South Africa’s targeted CPIX inflation jumped to a new record 13% year-on-year in July from 11,6% in June, Statistics South Africa said on Wednesday.
The all-items consumer price index (CPI) increased by an annual rate of 13,4%, compared to a previous 12,2%, Stats SA said.
On a monthly basis, CPIX was at 2,5% in July while headline CPI increased by 2,1% month-on-month.
A Reuters poll forecast CPIX would jump to 12,9% year-on-year and quicken to 2,3% month-on-month.
‘A bit of a shocker’
Christo Luus, chief economist at Absa, said: ”A bit of a shocker, but not entirely unexpected. We did anticipate that we would see inflation peaking in September or October. Thereafter there should be some respite and pull back in inflation. We may see worse figures.

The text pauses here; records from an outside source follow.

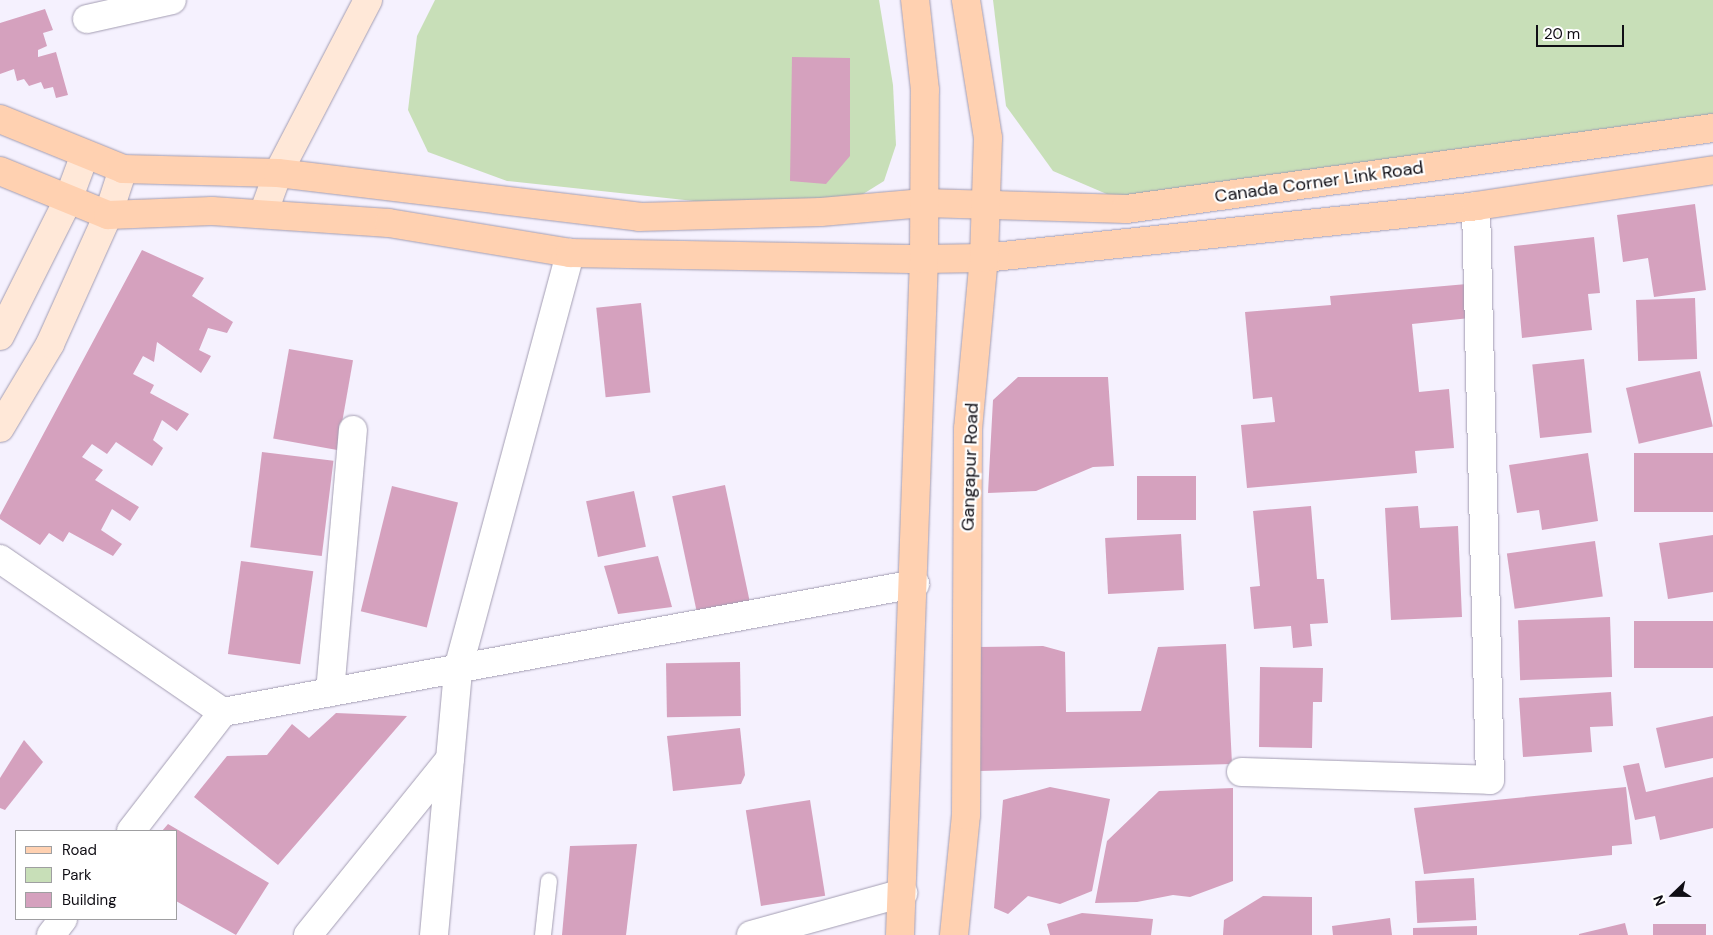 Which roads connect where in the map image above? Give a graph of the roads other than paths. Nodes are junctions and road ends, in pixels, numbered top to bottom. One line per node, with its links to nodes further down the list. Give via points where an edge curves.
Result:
1 (172, 0): 5 (street)
2 (368, 0): 12 (main road)
3 (915, 0): 15 (main road, via 925,90)
4 (966, 0): 14 (main road, Gangapur Road, via 988,138)
5 (87, 19)
6 (0, 119): 8 (main road)
7 (1713, 128): 14 (main road, Canada Corner Link Road, via 1126,208)
8 (85, 154): 9 (main road); 13 (main road)
9 (123, 169): 12 (main road, Canada Corner Link Road); 18 (main road)
10 (1713, 170): 16 (main road, Canada Corner Link Road)
11 (0, 171): 13 (main road)
12 (278, 173): 15 (main road, Canada Corner Link Road, via 639,217 820,212); 17 (main road)
13 (68, 200): 18 (main road); 22 (main road)
14 (986, 202): 15 (main road, Canada Corner Link Road); 20 (main road, Gangapur Road)
15 (924, 203): 21 (main road)
16 (1476, 206): 20 (main road, Canada Corner Link Road); 31 (street, via 1490,780)
17 (263, 214): 18 (main road, Canada Corner Link Road, via 212,211); 19 (main road, Canada Corner Link Road, via 389,223)
18 (108, 215): 23 (main road, via 50,344)
19 (570, 253): 21 (main road, Canada Corner Link Road); 27 (street)
20 (984, 258): 21 (main road, Canada Corner Link Road); 42 (main road, Gangapur Road, via 968,429 966,815)
21 (924, 259): 26 (main road)
22 (0, 336)
23 (0, 428)
24 (353, 430): 28 (street)
25 (0, 559): 29 (street)
26 (915, 584): 27 (street); 34 (main road)
27 (458, 669): 28 (street); 30 (street)
28 (330, 692): 29 (street)
29 (223, 712): 32 (street)
30 (450, 758): 37 (street); 38 (street)
31 (1241, 772)
32 (132, 830)
33 (549, 881): 39 (lane)
34 (904, 893): 40 (street); 41 (main road)
35 (62, 920): 36 (street)
36 (51, 935)
37 (308, 935)
38 (434, 935)
39 (542, 935)
40 (751, 935)
41 (900, 935)
42 (954, 935) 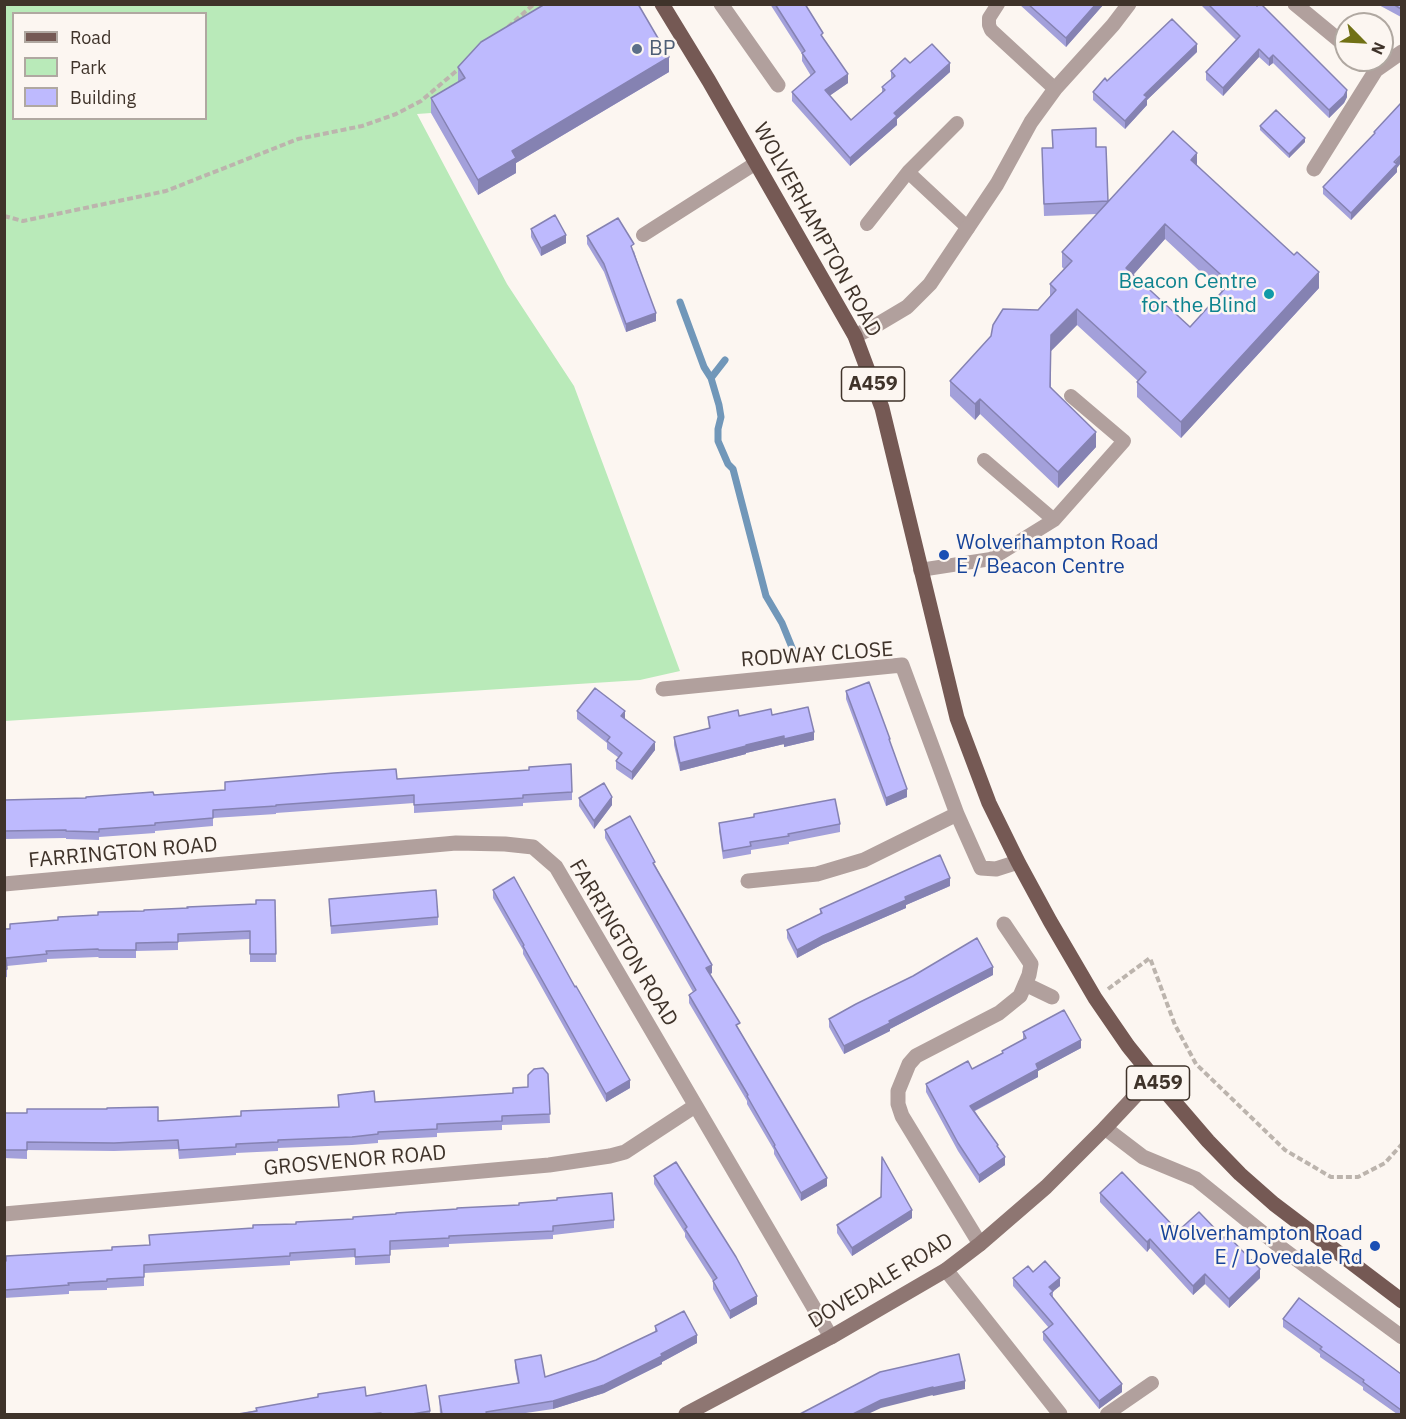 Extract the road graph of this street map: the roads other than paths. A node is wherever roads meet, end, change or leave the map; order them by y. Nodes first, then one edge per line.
1 (662, 4) edge
2 (721, 4) edge
3 (998, 4) edge
4 (1129, 4) edge
5 (1295, 4) edge
6 (1334, 35) edge
7 (1375, 72) edge
8 (778, 85) dead end
9 (1055, 89) junction
10 (957, 123) dead end
11 (756, 163) junction
12 (1314, 169) dead end
13 (908, 172) junction
14 (867, 224) dead end
15 (968, 228) junction
16 (643, 235) dead end
17 (855, 336) junction
18 (1071, 396) dead end
19 (984, 460) dead end
20 (1054, 520) junction
21 (920, 570) junction
22 (663, 689) dead end
23 (957, 814) junction
24 (1018, 862) junction
25 (748, 881) dead end
26 (4, 885) edge
27 (1004, 924) dead end
28 (1025, 984) junction
29 (1052, 997) dead end
30 (1153, 1077) junction
31 (695, 1106) junction
32 (1105, 1128) junction
33 (4, 1214) edge
34 (980, 1244) junction
35 (946, 1270) junction
36 (1401, 1301) edge
37 (831, 1337) junction
38 (1401, 1337) edge
39 (1152, 1383) dead end
40 (686, 1414) edge
41 (1060, 1414) edge
42 (1107, 1414) edge

1 - 11 main road, WOLVERHAMPTON ROAD / A459
2 - 8 street
3 - 9 lane
4 - 9 street
5 - 6 street
7 - 12 street
9 - 15 street
10 - 13 lane
11 - 16 lane
11 - 17 main road, WOLVERHAMPTON ROAD / A459
13 - 14 lane
13 - 15 lane
15 - 17 street
17 - 21 main road, WOLVERHAMPTON ROAD / A459
18 - 20 lane
19 - 20 lane
20 - 21 lane
21 - 24 main road, WOLVERHAMPTON ROAD / A459
22 - 23 street, RODWAY CLOSE
23 - 24 street, RODWAY CLOSE
23 - 25 street
24 - 30 main road, A459
26 - 31 street, FARRINGTON ROAD
27 - 28 street
28 - 29 street
28 - 34 street
30 - 32 street, DOVEDALE ROAD
30 - 36 main road, A459
31 - 33 street, GROSVENOR ROAD
31 - 37 street, FARRINGTON ROAD
32 - 34 street, DOVEDALE ROAD
32 - 38 street
34 - 35 street, DOVEDALE ROAD
35 - 37 street, DOVEDALE ROAD
35 - 41 street
37 - 40 street, DOVEDALE ROAD
39 - 42 lane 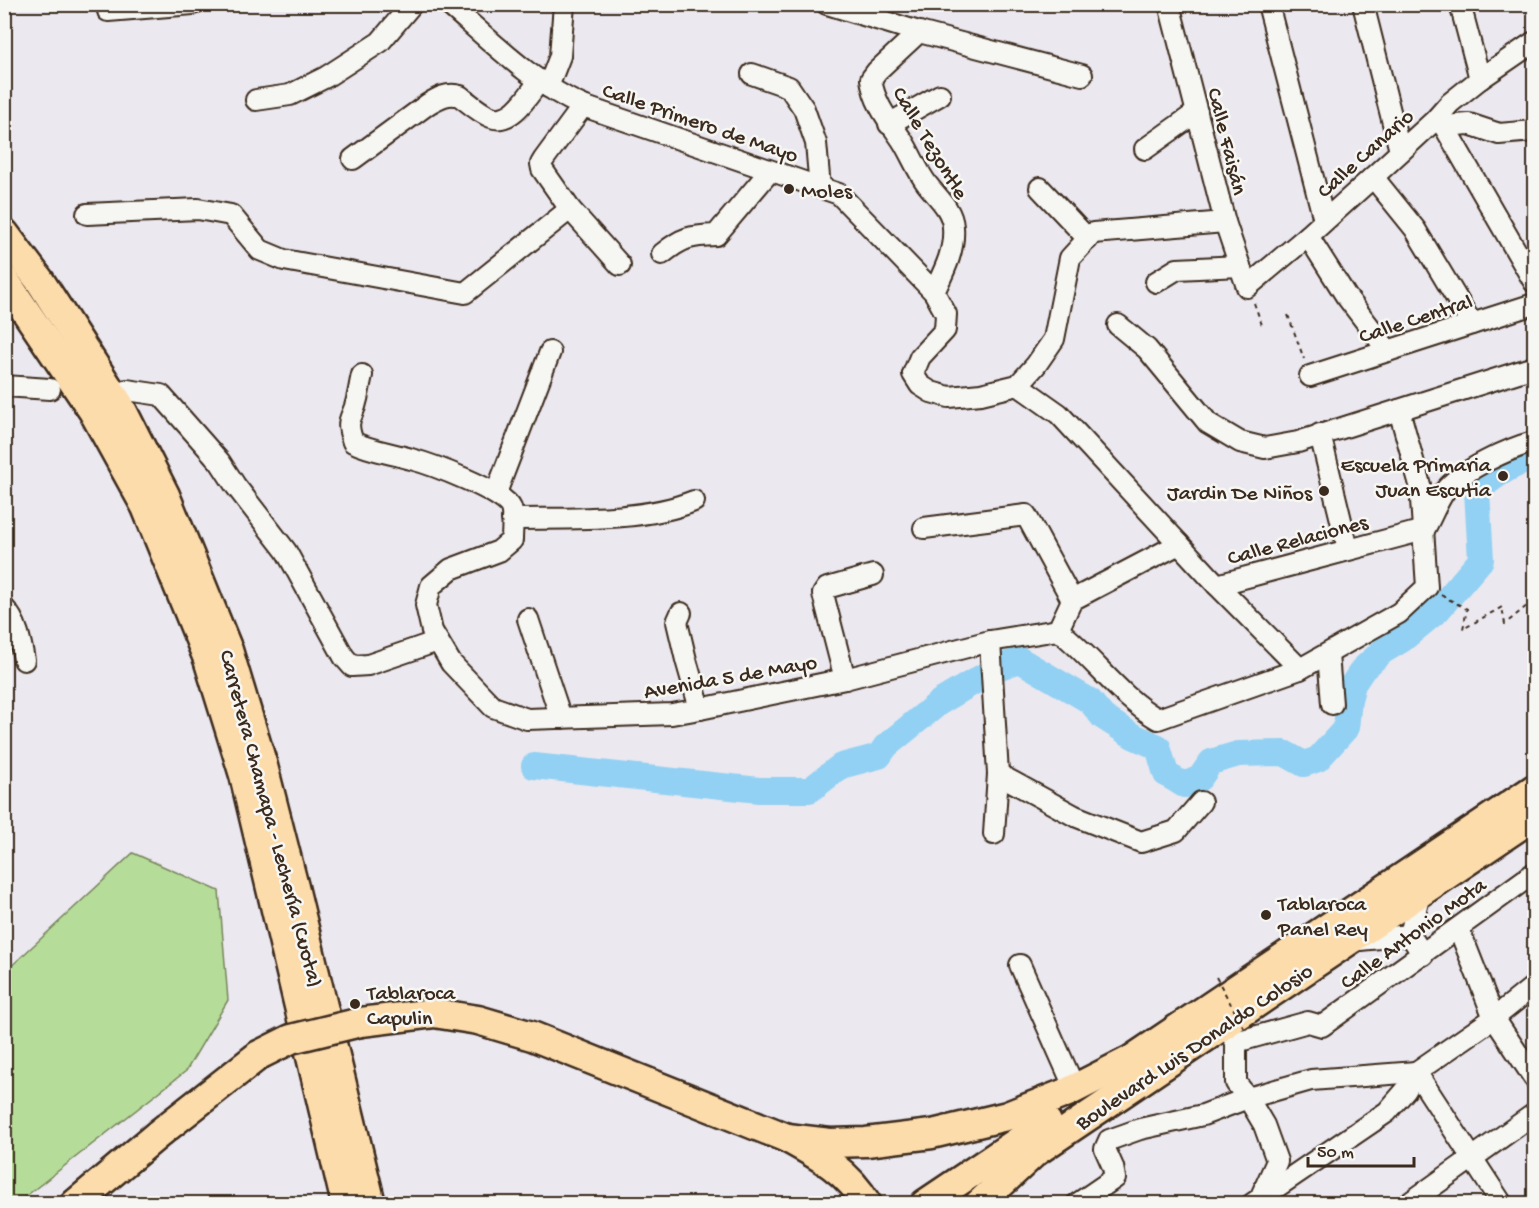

”I expect CPIX will hit 14% before there is a turnaround. This is the consequence of exceedingly high oil and food prices — although food prices are believed to have peaked. By October or November the worst should be over.”
George Glynos, market analyst at ETM, said the figure was broadly in line with his expectations.
”It reflects very strong growth obviously. I think that this could be the peak in inflation, depending on the kind of petrol price cut that we see for the September figure.”
Annabel Bishop, economist at Investec, said the record figure was chiefly driven by food, petrol and electricity prices.
”A potential cut of R1/litre is being scheduled for September, which will provide a lot of relief to the inflation outcome in that month.
”Next year’s re-weighting exercise will result in a lower level of consumer inflation. In addition, the mortgage interest rate component of CPI will be done away with, replaced by the income which can be charged for renting homes instead of living in them. By definition, CPIX inflation would potentially fall away. Whether CPIX inflation would be replaced by CPI inflation as the targeted measure is uncertain but the new measure to be targeted is likely to be announced at November’s MTBPS [Medium Term Budget Policy Statement].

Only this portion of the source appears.